Shirin Neshat’s ‘Women Without Men’: A Post-Colonial Critique

This essay was written for my final project during my first year of university. I was studying Illustration combined with Contextual Studies so this is the contextual side of the course… The fact I enjoyed the contextual side more than the practical side is exactly why I quit and intend to pursue Art History or something similar later on.

It’s quite a long essay but I’m proud of it. I’m analysing Shirin Neshat’s film ‘Women Without Men’ which I highly recommend you watch. I delve into several themes but mostly feminism, post-colonialism and Orientalism. Enjoy!

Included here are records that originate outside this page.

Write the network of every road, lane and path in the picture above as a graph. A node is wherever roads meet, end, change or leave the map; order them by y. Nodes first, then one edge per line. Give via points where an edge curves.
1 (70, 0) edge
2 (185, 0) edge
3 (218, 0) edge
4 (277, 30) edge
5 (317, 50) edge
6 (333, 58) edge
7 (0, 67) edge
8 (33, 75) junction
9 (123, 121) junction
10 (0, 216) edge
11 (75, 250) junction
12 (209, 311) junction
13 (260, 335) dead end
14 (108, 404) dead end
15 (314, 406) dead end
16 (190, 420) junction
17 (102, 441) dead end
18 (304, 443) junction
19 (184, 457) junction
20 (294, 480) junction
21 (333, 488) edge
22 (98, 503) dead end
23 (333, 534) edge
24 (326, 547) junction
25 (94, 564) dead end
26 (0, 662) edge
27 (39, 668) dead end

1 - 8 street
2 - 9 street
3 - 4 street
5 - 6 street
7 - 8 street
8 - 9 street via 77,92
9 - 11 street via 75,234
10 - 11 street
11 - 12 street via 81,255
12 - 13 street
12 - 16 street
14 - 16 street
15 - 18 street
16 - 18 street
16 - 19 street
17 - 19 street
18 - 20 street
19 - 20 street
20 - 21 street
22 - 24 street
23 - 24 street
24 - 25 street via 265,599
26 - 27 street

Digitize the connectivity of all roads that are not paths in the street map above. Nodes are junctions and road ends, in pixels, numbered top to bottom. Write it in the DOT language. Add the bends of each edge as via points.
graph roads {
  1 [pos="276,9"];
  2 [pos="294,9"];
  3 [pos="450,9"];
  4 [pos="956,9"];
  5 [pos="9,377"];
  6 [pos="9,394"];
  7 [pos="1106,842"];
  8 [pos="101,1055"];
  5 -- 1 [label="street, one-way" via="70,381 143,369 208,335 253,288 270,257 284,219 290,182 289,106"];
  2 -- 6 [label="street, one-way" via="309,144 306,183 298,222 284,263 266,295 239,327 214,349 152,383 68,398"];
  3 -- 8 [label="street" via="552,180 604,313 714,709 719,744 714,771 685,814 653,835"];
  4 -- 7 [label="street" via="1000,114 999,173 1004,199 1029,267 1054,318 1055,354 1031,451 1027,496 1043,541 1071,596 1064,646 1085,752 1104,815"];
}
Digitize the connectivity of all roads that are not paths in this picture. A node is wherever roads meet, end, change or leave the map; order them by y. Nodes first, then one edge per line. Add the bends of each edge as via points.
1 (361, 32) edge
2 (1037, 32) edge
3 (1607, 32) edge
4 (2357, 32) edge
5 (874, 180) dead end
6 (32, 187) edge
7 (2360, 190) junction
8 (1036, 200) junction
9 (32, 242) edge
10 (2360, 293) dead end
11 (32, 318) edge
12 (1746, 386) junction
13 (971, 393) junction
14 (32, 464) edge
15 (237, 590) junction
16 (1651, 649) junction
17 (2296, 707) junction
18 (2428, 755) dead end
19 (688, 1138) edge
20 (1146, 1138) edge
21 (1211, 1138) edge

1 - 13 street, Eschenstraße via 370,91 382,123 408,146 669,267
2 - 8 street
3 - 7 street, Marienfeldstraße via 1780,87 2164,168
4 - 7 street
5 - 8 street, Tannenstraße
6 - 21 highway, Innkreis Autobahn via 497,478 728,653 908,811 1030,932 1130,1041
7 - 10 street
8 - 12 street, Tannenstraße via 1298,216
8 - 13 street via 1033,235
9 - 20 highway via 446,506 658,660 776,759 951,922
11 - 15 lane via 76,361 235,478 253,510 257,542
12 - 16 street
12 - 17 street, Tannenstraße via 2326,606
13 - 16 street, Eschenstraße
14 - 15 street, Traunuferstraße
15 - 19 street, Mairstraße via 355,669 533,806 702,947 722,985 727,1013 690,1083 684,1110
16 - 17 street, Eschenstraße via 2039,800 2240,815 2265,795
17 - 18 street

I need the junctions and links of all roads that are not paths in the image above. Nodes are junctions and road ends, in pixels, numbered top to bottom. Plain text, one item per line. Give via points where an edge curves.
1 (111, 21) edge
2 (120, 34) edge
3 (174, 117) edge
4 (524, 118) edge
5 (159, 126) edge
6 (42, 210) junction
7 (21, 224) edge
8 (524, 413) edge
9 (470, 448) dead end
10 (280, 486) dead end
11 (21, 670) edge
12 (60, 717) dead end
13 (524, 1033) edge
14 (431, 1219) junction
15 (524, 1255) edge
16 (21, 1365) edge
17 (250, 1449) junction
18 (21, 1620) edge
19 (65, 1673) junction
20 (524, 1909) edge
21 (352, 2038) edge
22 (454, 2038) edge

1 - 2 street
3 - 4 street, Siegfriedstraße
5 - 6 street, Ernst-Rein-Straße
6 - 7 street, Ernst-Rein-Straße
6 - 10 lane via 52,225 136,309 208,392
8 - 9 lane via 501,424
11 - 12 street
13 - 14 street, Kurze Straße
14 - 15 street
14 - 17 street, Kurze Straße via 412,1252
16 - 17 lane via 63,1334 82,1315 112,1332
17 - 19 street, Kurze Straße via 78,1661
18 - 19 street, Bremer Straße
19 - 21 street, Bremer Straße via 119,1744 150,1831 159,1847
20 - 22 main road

Shirin Neshat’s ‘Women Without Men’: A Post-Colonial Critique

Iranian artist, Shirin Neshat, is widely recognised for her portrayal of Iran and its politics to an international audience. Having moved from Iran as a young adult to the United States, Neshat offers a unique viewpoint regarding Orientalist stereotypes and highlighting the significance and consequences of historical events still in place today. Neshat’s 2009 film, ‘Women without Men’ – based loosely on Shahrnush Parsipur’s Feminist novel, looks at the lives of four very different women living in Tehran at the time of the coup d’état. Neshat focuses on the influence of the West and emphasises the more political focus of the storyline, unlike the book which revolves more personally around the characters and their relations with one another. The tension between the east and west does not stop here in Neshat’s themes. She brings to light the roles and representations of Iranian women before the Islamic Revolution and opposes the preconceived idea the west may have of them although somewhat ironically as she is also looking at Iran and its history with a western- tinted glaze herself.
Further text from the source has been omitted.